Syrian missile explodes near Israeli nuclear reactor, Israel retaliates

JERUSALEM – A missile fired from Syria was launched in southern Israel early Thursday, triggering airstrikes near the country’s top-secret nuclear reactor, the Israeli military said. In response, it said it attacked missile launcher and air defense systems in neighboring Syria.

The incident, which marks some of the most serious violence between Israel and Syria for several years, pointed to potential Iranian involvement.

Iran, which maintains troops and proxies in Syria, has accused Israel of a series of attacks on its nuclear facilities, including sabotage at its Natanz nuclear facility on April 11 and promised revenge. The attack also threatened to complicate US-led attempts to revive the international nuclear deal with Iran.

The Israeli army said it had deployed a missile defense system but could not confirm whether the incoming missile was intercepted, although it said there had been no damage. The air raid sirens were intercepted in Abu Krinat, a village just a few kilometers from Dimona, the Negev desert city where Israel’s nuclear reactor is located.

Explosions heard over Israel could have been the air defense systems.

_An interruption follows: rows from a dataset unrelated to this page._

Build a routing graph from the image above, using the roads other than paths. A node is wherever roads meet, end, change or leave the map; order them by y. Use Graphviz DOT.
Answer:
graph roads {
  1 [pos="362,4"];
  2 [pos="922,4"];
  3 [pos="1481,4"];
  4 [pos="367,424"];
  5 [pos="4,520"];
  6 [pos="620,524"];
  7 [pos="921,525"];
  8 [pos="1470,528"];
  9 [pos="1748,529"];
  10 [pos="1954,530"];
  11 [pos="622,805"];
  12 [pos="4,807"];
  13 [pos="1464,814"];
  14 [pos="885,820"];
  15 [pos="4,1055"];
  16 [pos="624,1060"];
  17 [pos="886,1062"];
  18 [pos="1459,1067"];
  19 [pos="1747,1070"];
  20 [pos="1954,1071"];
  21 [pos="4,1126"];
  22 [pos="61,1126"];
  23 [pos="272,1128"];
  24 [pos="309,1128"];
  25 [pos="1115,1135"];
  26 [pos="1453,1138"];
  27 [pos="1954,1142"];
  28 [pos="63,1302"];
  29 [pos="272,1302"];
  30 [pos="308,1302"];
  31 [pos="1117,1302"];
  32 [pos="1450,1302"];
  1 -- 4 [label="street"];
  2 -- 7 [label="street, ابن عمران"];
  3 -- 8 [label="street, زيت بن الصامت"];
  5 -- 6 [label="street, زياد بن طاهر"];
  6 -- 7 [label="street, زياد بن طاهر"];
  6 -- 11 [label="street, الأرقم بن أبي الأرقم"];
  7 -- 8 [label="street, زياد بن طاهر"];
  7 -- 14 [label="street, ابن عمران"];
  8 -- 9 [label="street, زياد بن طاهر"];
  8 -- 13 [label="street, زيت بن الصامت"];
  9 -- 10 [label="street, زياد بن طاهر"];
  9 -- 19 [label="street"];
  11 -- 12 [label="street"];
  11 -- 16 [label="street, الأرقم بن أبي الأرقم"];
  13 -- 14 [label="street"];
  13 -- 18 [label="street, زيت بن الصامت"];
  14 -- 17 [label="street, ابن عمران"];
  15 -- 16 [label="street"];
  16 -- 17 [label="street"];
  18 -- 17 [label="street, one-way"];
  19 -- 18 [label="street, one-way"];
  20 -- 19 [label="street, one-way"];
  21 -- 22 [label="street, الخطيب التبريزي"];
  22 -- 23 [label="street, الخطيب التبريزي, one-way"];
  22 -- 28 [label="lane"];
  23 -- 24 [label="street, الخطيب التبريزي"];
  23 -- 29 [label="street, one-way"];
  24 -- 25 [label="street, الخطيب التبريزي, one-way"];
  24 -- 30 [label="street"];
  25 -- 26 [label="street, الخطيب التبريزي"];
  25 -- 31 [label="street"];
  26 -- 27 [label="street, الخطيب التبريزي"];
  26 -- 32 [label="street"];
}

The Israeli military originally described the weapon as a surface-to-air missile commonly used for air defense against warplanes or other missiles. It could indicate that the Syrian missile had targeted Israeli warplanes, but missed and flew incorrectly. However, Dimona is approximately 185 miles south of Damascus, a long range for a surface-to-air missile.

Israeli soldiers search for waste after a missile fired from Syria landed near the Dimona nuclear site in Israel’s southern Negev desert on April 22, 2021.Ahmad Gharabli / AFP – Getty Images

Syria’s state SANA news agency said four soldiers had been wounded in an Israeli strike near Damascus, which also caused some damage. The agency did not elaborate other than claiming that its air defenses intercepted “most of the enemy’s missiles”, which it said were fired from the Israeli annexed Golan Heights.

There was no immediate allegation of missile attack or comment from Iran.

But on Saturday, Iran’s hardline newspaper Kayhan published a statement from Iranian analyst Sadollah Zarei, suggesting that Israel’s Dimona facility should be targeted after the attack on Natanz. Zarei cited the idea of ​​”eye for an eye” in his remarks.

Action must be taken “against the nuclear plant in Dimona,” he wrote. “This is because no other action is on the same level as the Natanz incident.”

The Dimona reactor is widely believed to be the core of a black-listed nuclear weapons program. Israel neither confirms nor denies having a nuclear arsenal.

While Kayhan is a small newspaper, its editor-in-chief, Hossein Shariatmadari, was appointed by Supreme Leader Ayatollah Ali Khamenei and has previously been described as an adviser to him.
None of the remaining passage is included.